Written and directed by acclaimed German actor and filmmaker Til Schweiger and based on his earlier successful German film release, this poignant generational drama marks Schweiger’s English-language directorial debut.
About “HEAD FULL OF HONEY”
A CONVERSATION with Writer, Director and Producer TIL SCHWEIGER
QUESTION: “Head Full of Honey” centers on Amadeus, played by Nick Nolte, who is struggling with the onset of Alzheimer’s and all the frustration and confusion that comes along with it. But his experience is part of a larger story. What are some of the themes and ideas the movie touches on?
TIL SCHWEIGER: All the movies that I wrote and directed deal with similar topics, and that’s family values, love, and friendship. We didn’t just want to make a movie about a person who suffers from Alzheimer’s. We wanted to show how this affects the whole family situation and how the different family members deal with that and so, in the end, this is not only a film about Alzheimer’s. This is a film about family, about trust, about connecting and reconnecting, and about love.
I would say the biggest theme is love, and what love can do—not to heal, because this disease is not healable, not now at least, and hopefully one day it will be—but what love can do to ease the pain, and how important that is. In that respect, it’s also about hope and loss, understanding and supporting each other and the people we care about.
Q: What inspired this story? Is it personal to you?

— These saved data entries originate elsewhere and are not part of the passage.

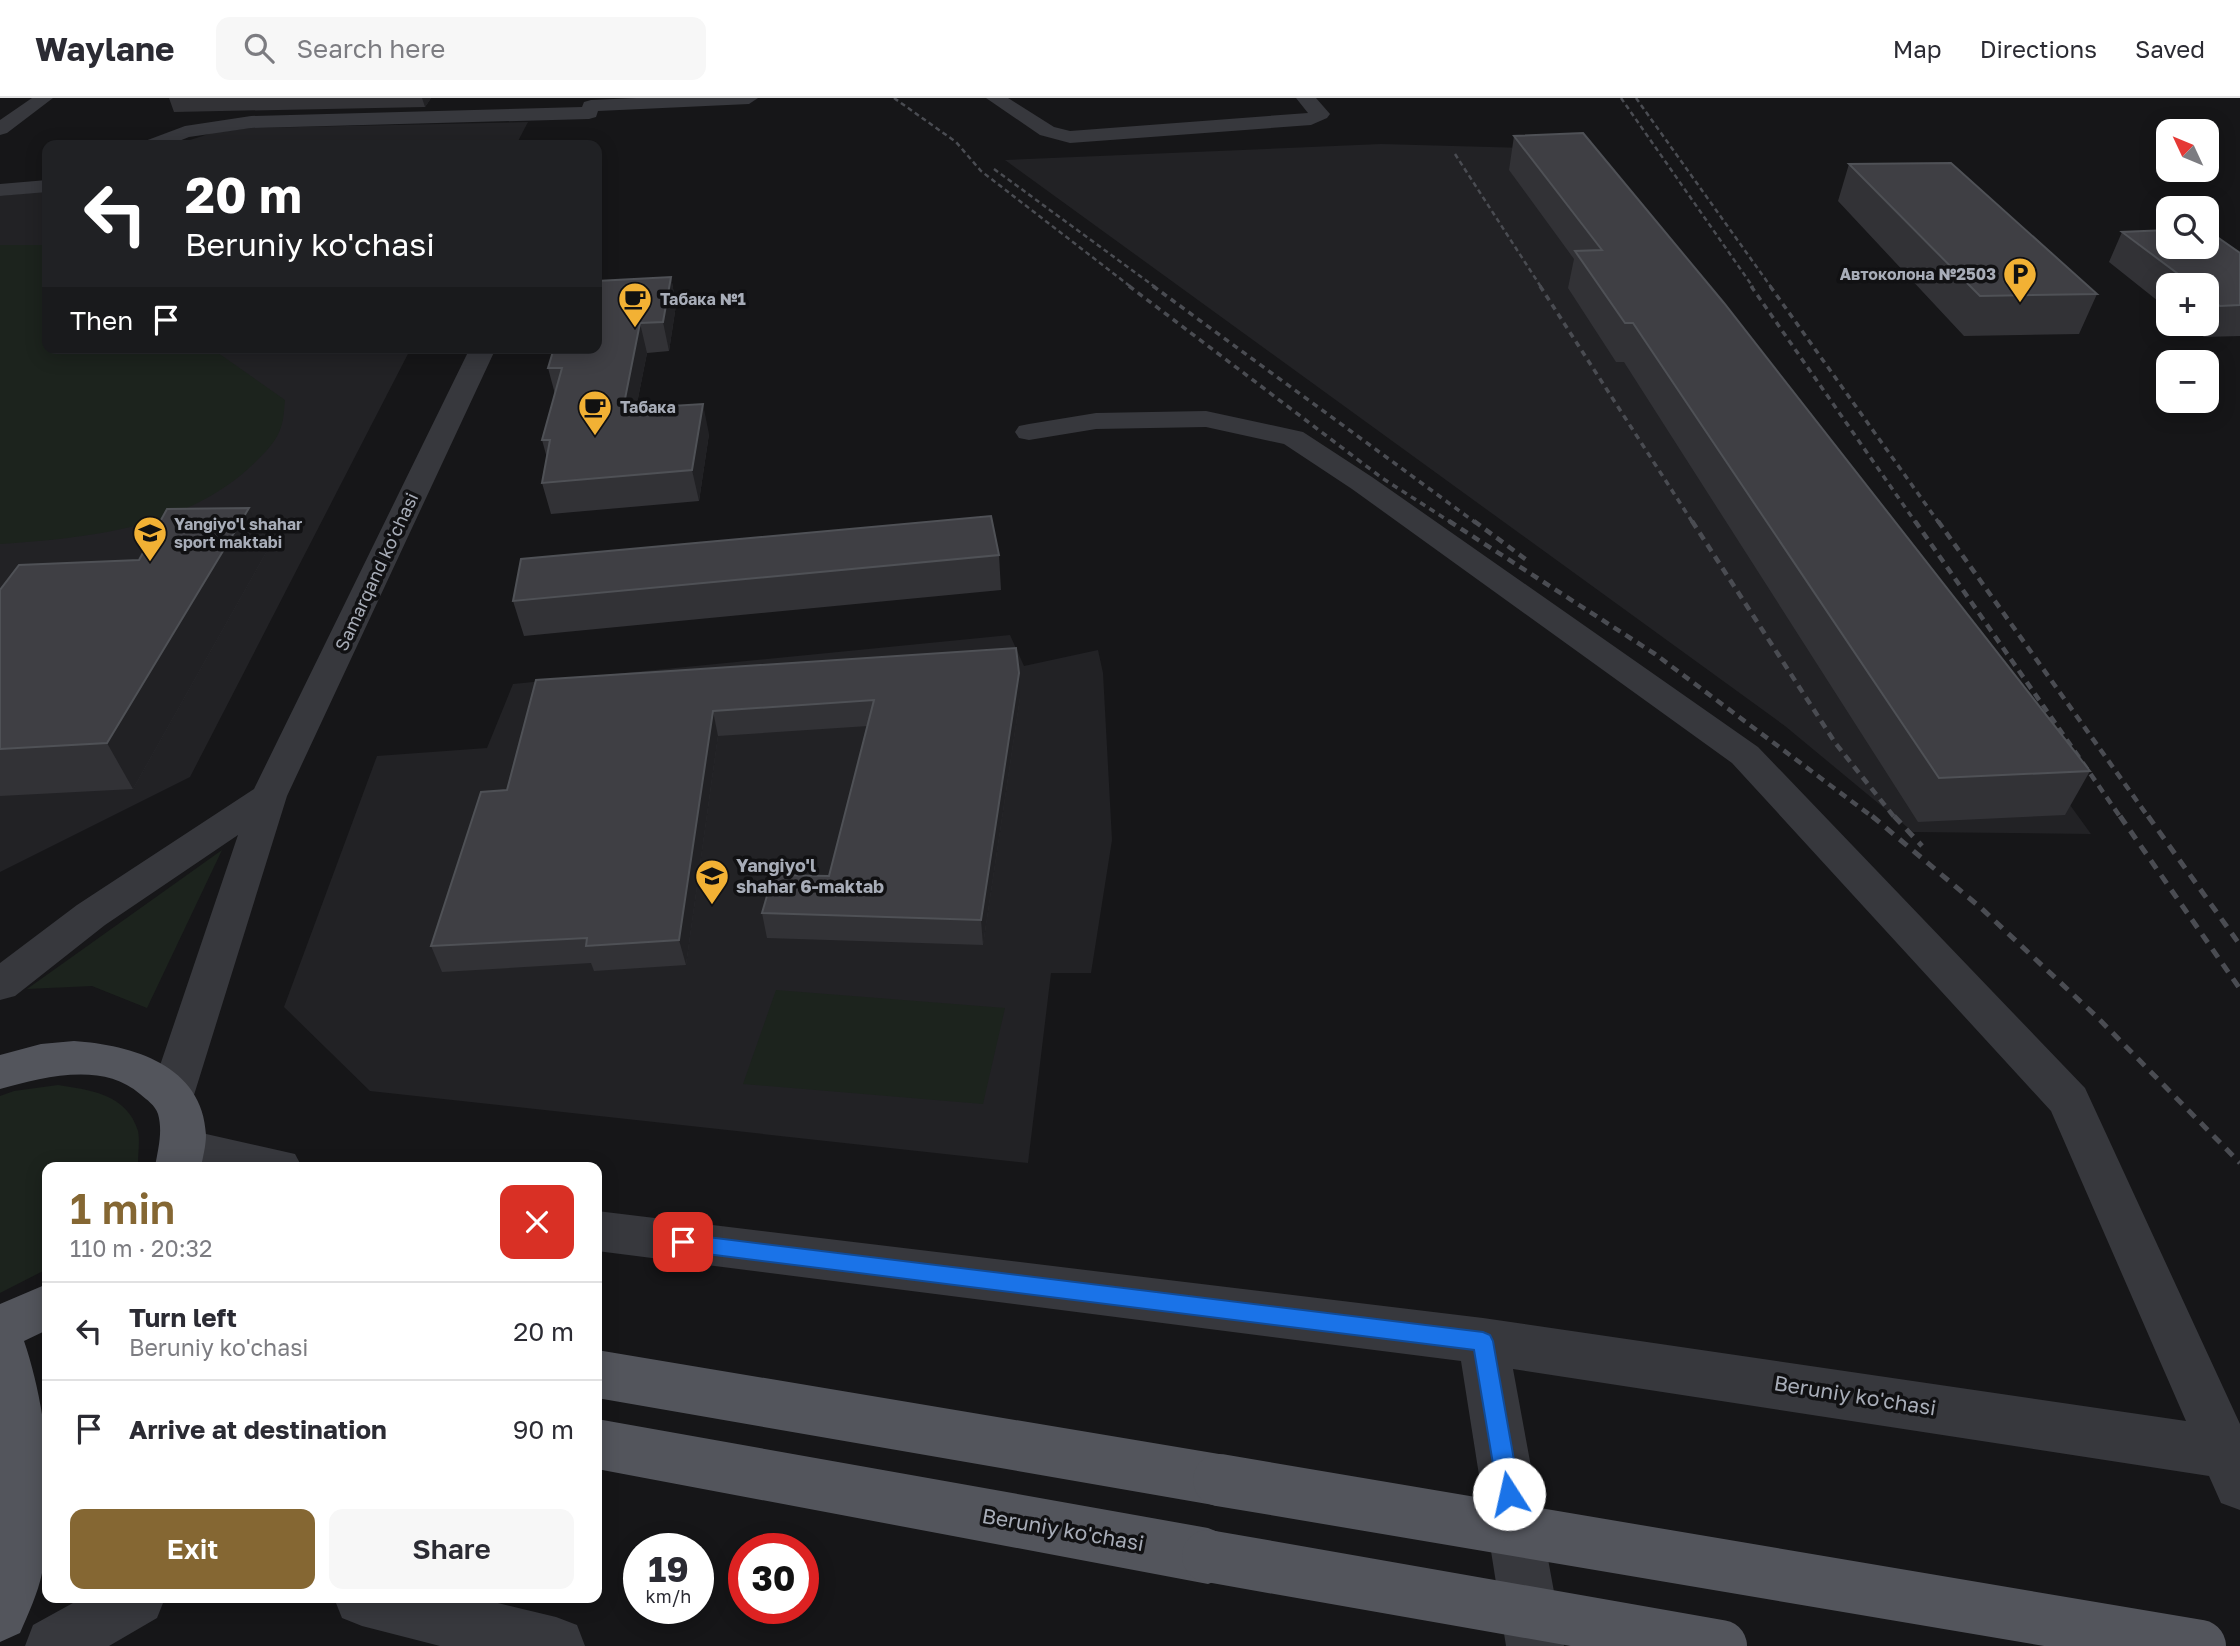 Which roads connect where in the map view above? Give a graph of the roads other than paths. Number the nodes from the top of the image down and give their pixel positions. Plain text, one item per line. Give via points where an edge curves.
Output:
1 (44, 98) edge
2 (749, 98) edge
3 (995, 98) edge
4 (1305, 98) edge
5 (591, 106) edge
6 (0, 129) edge
7 (581, 134) dead end
8 (165, 140) edge
9 (42, 186) edge
10 (0, 190) edge
11 (480, 354) edge
12 (1029, 432) dead end
13 (269, 796) junction
14 (0, 985) edge
15 (0, 1072) edge
16 (172, 1095) junction
17 (181, 1158) edge
18 (225, 1162) edge
19 (602, 1232) edge
20 (1483, 1341) junction
21 (0, 1343) edge
22 (602, 1375) edge
23 (602, 1445) edge
24 (2234, 1469) edge
25 (20, 1579) edge
26 (128, 1603) edge
27 (382, 1603) edge
28 (54, 1646) edge
29 (556, 1646) edge
30 (1535, 1646) edge
31 (1721, 1646) edge
32 (2200, 1646) edge

1 - 6 street
2 - 5 street
3 - 4 street via 1047,131 1070,137 1311,119 1320,114
5 - 7 street
5 - 8 street via 251,122 186,132
9 - 10 street
11 - 13 street, Samarqand ko'chasi
12 - 24 street via 1096,421 1206,419 1293,438 1745,755 2069,1101
13 - 14 street via 92,915
13 - 16 street, Samarqand ko'chasi
15 - 16 main road via 47,1060 100,1059 143,1070
16 - 17 main road via 183,1119
17 - 18 street
19 - 20 street, Beruniy ko'chasi
20 - 24 street, Beruniy ko'chasi
20 - 30 street
21 - 25 main road via 27,1491
22 - 32 main road, bridge
23 - 31 main road, Beruniy ko'chasi, bridge
26 - 28 street
27 - 29 street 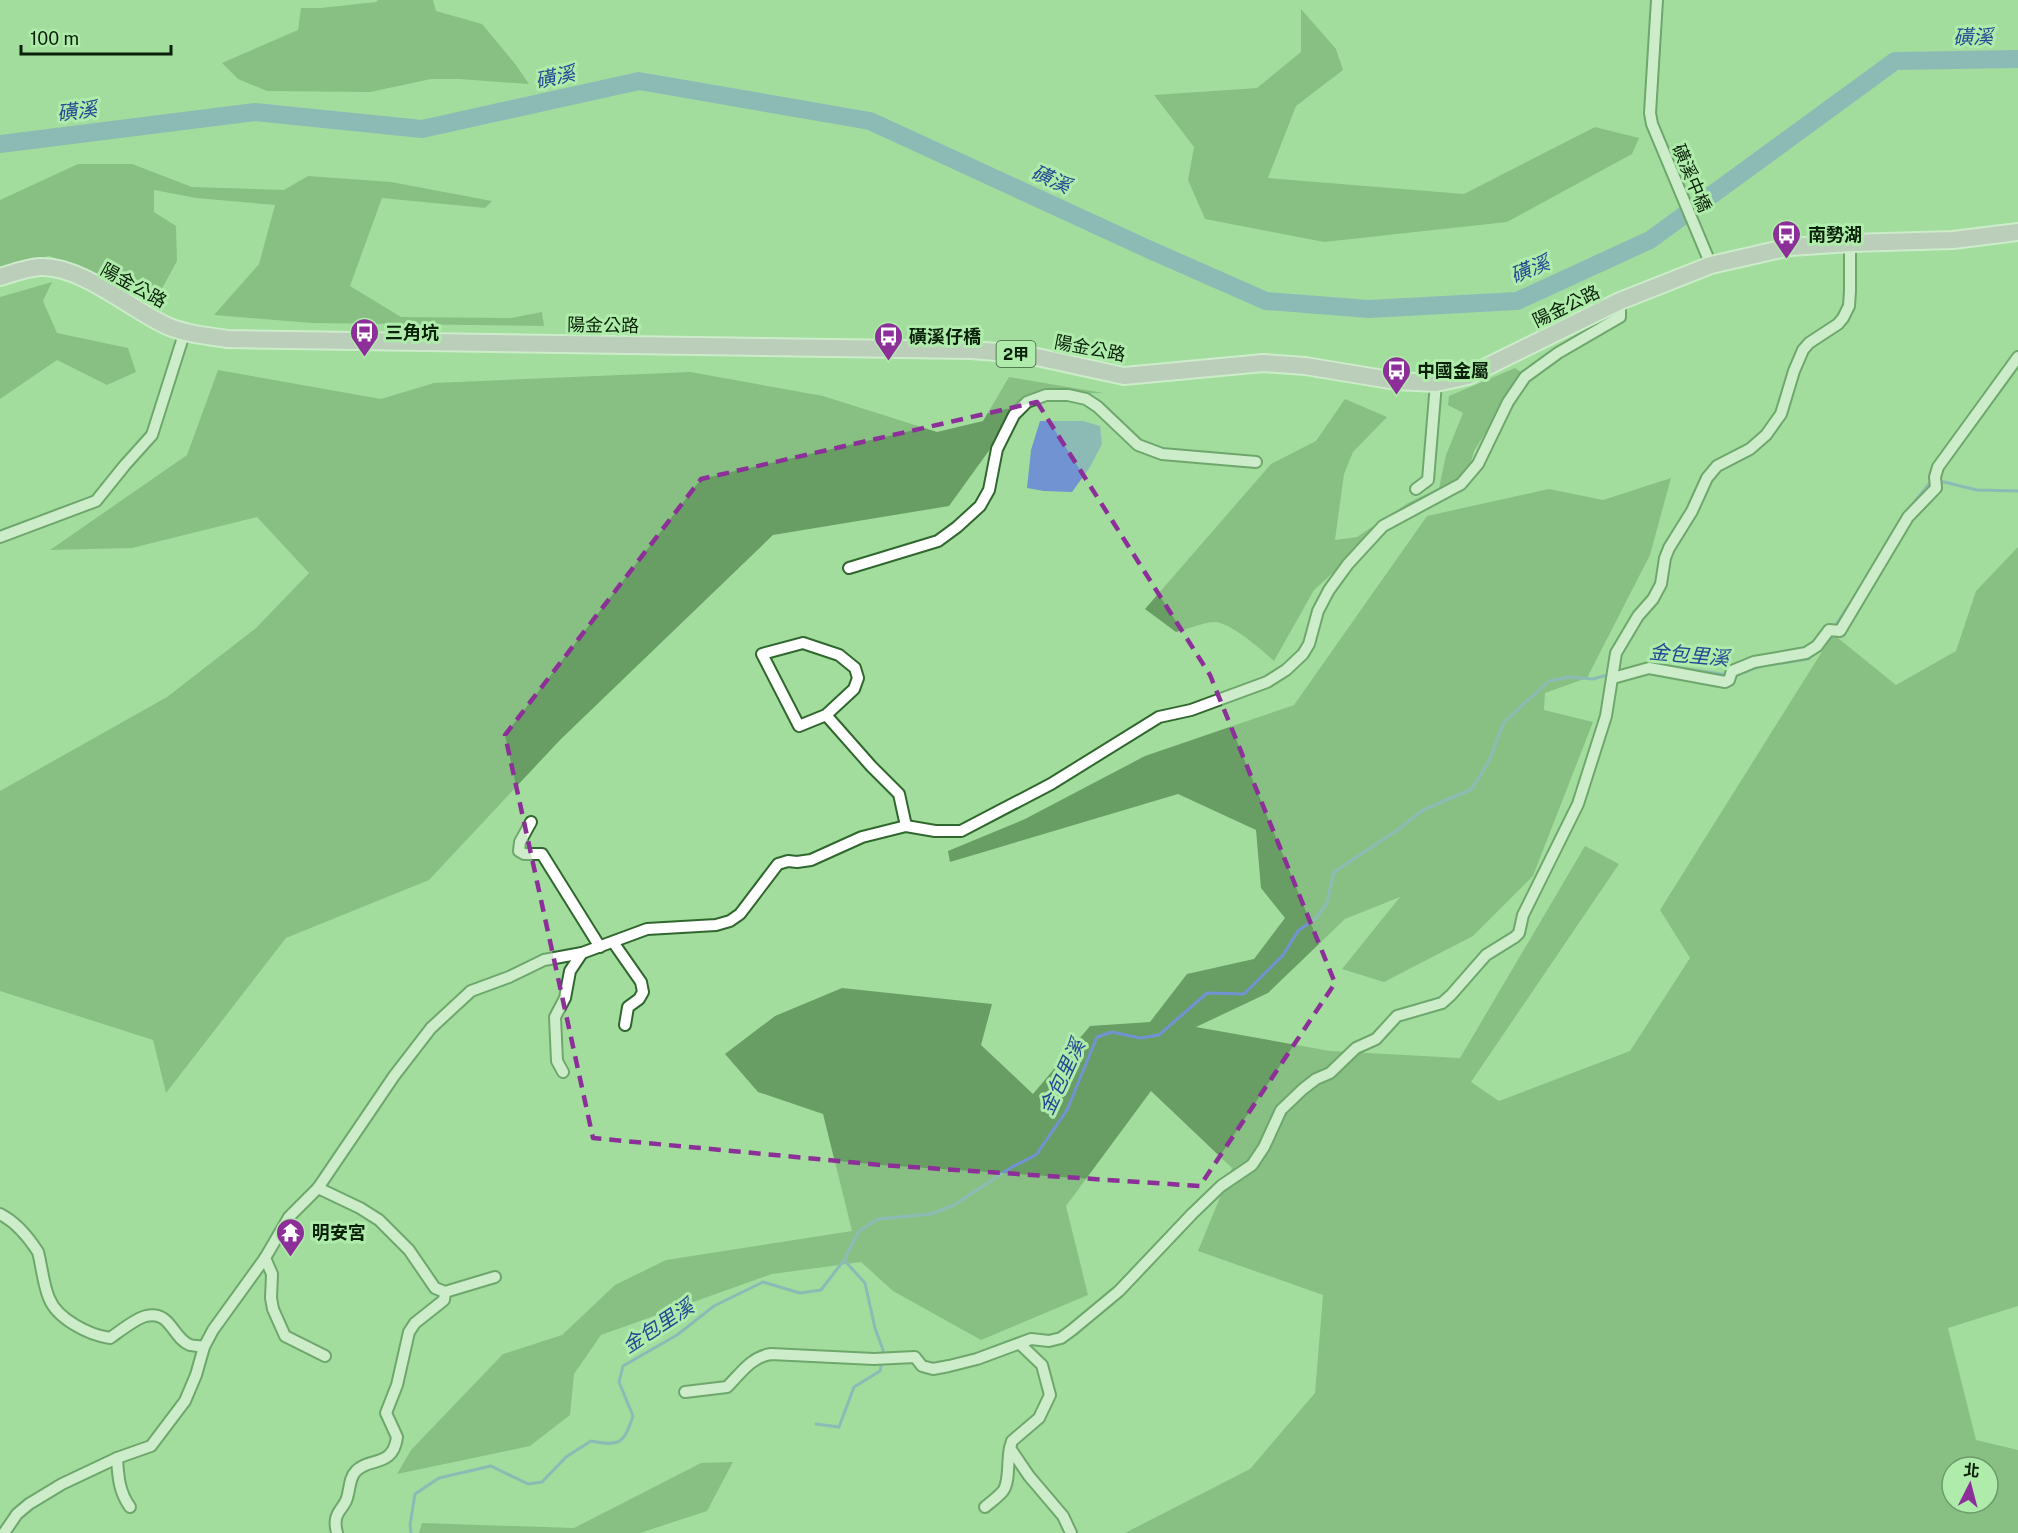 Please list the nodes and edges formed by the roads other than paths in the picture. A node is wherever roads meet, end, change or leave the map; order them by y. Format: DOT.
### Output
graph roads {
  1 [pos="1657,0"];
  2 [pos="2018,232"];
  3 [pos="1850,243"];
  4 [pos="1711,265"];
  5 [pos="0,277"];
  6 [pos="1620,301"];
  7 [pos="185,331"];
  8 [pos="2018,357"];
  9 [pos="1436,383"];
  10 [pos="1256,462"];
  11 [pos="1416,489"];
  12 [pos="0,537"];
  13 [pos="849,568"];
  14 [pos="1613,672"];
  15 [pos="826,715"];
  16 [pos="531,822"];
  17 [pos="906,826"];
  18 [pos="613,942"];
  19 [pos="600,947"];
  20 [pos="582,953"];
  21 [pos="625,1025"];
  22 [pos="563,1072"];
  23 [pos="318,1188"];
  24 [pos="0,1214"];
  25 [pos="265,1258"];
  26 [pos="495,1277"];
  27 [pos="445,1292"];
  28 [pos="1020,1344"];
  29 [pos="204,1347"];
  30 [pos="325,1356"];
  31 [pos="685,1392"];
  32 [pos="1010,1448"];
  33 [pos="117,1458"];
  34 [pos="130,1507"];
  35 [pos="985,1507"];
  36 [pos="4,1533"];
  37 [pos="336,1533"];
  38 [pos="1071,1533"];
  1 -- 4 [label="street, 磺溪中橋"];
  2 -- 3 [label="main road, 陽金公路 / 2甲"];
  3 -- 4 [label="main road, 陽金公路 / 2甲"];
  3 -- 14 [label="street"];
  4 -- 6 [label="main road, 陽金公路 / 2甲"];
  5 -- 7 [label="main road, 陽金公路 / 2甲"];
  6 -- 9 [label="main road, 陽金公路 / 2甲"];
  6 -- 17 [label="street"];
  7 -- 9 [label="main road, 陽金公路 / 2甲"];
  7 -- 12 [label="street"];
  8 -- 14 [label="street"];
  9 -- 11 [label="street"];
  10 -- 13 [label="street"];
  14 -- 28 [label="street"];
  15 -- 15 [label="street"];
  15 -- 17 [label="street"];
  16 -- 19 [label="street"];
  17 -- 18 [label="street"];
  18 -- 19 [label="street"];
  18 -- 21 [label="street"];
  19 -- 20 [label="street"];
  20 -- 22 [label="street"];
  20 -- 23 [label="street"];
  23 -- 25 [label="street"];
  23 -- 27 [label="street"];
  24 -- 29 [label="street"];
  25 -- 29 [label="street"];
  25 -- 30 [label="street"];
  26 -- 27 [label="street"];
  27 -- 37 [label="street"];
  28 -- 31 [label="street"];
  28 -- 32 [label="street"];
  29 -- 33 [label="street"];
  32 -- 35 [label="street"];
  32 -- 38 [label="street"];
  33 -- 34 [label="street"];
  33 -- 36 [label="street"];
}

TS: My grandfather suffered from Alzheimer’s, although we didn’t know to call it that at the time, so yes, it has touched my family. So, when my friend Hilly Martinek, who is a writer, came to me and said, “I lost my father to this disease three years ago. What do you think if we write a script,” I immediately said, “Yeah, let’s do this.”
Q: Do you think this is something general audiences can relate to?
TS: This is a subject that people throughout the whole world can relate to. It’s universal. Not everyone will develop Alzheimer’s, but certainly, everyone deals with unexpected life changes, either for themselves or the people they love.
Q: “Head Full of Honey” is based on a hugely successful German film you directed in 2014, “Honig im Kopf.” Why did you decide to remake the story in an English-language version?
TS: This film is so important to me and means so much to me, I did it for the opportunity to reach a larger audience. Once I began with a new cast and a new script, and some other small changes, I was able to see it with new eyes and it didn’t feel at all like the same thing.
Q: What differences are there between this and the earlier film?
TS: I think the biggest change from the original is that this goes a little deeper. Also, the role of Tilda’s parents, played by Matt Dillon and Emily Mortimer, is much larger and more significant. I played the father in the original and my part was much smaller than Matt’s.
Q: What kind of research did you do, and what did you learn?
TS: We visited several care homes. We talked to a lot of doctors and nurses and got stories from them. We basically said, tell us the most touching, the saddest stories, and also the most humorous ones—because that’s part of it, too. When we got all those stories, we had already finished the first draft of our script, and we said, “We have that, we have that, we have that, but we don’t have that. That’s great. We have to put something like that in the script.”
I also met with a scientist in this field and learned about the current research. One of the things I learned was that when someone with Alzheimer’s tries to tell you something and loses track, it’s not helpful to say to them, “Hey, I don’t understand. What are you trying to say?” That’s the worst thing you can do because you inflict so much pain on the patient. People going through this realize, especially in the beginning of this disease, that you have your bright moments and other times you feel you’re like falling apart, and it’s hard. That’s why we created that scene with Amadeus’s granddaughter, Tilda, at her doctor’s office. She asks him what she can do to make Amadeus better, and he says slip inside his world. Go into his world. Don’t expect him to come to your world because it’s not going to happen. It happens sometimes, but it’s going to happen less and less. So, you make his life more beautiful if you give him the feeling that you understand him and that you give him a thing to do, so that he feels needed.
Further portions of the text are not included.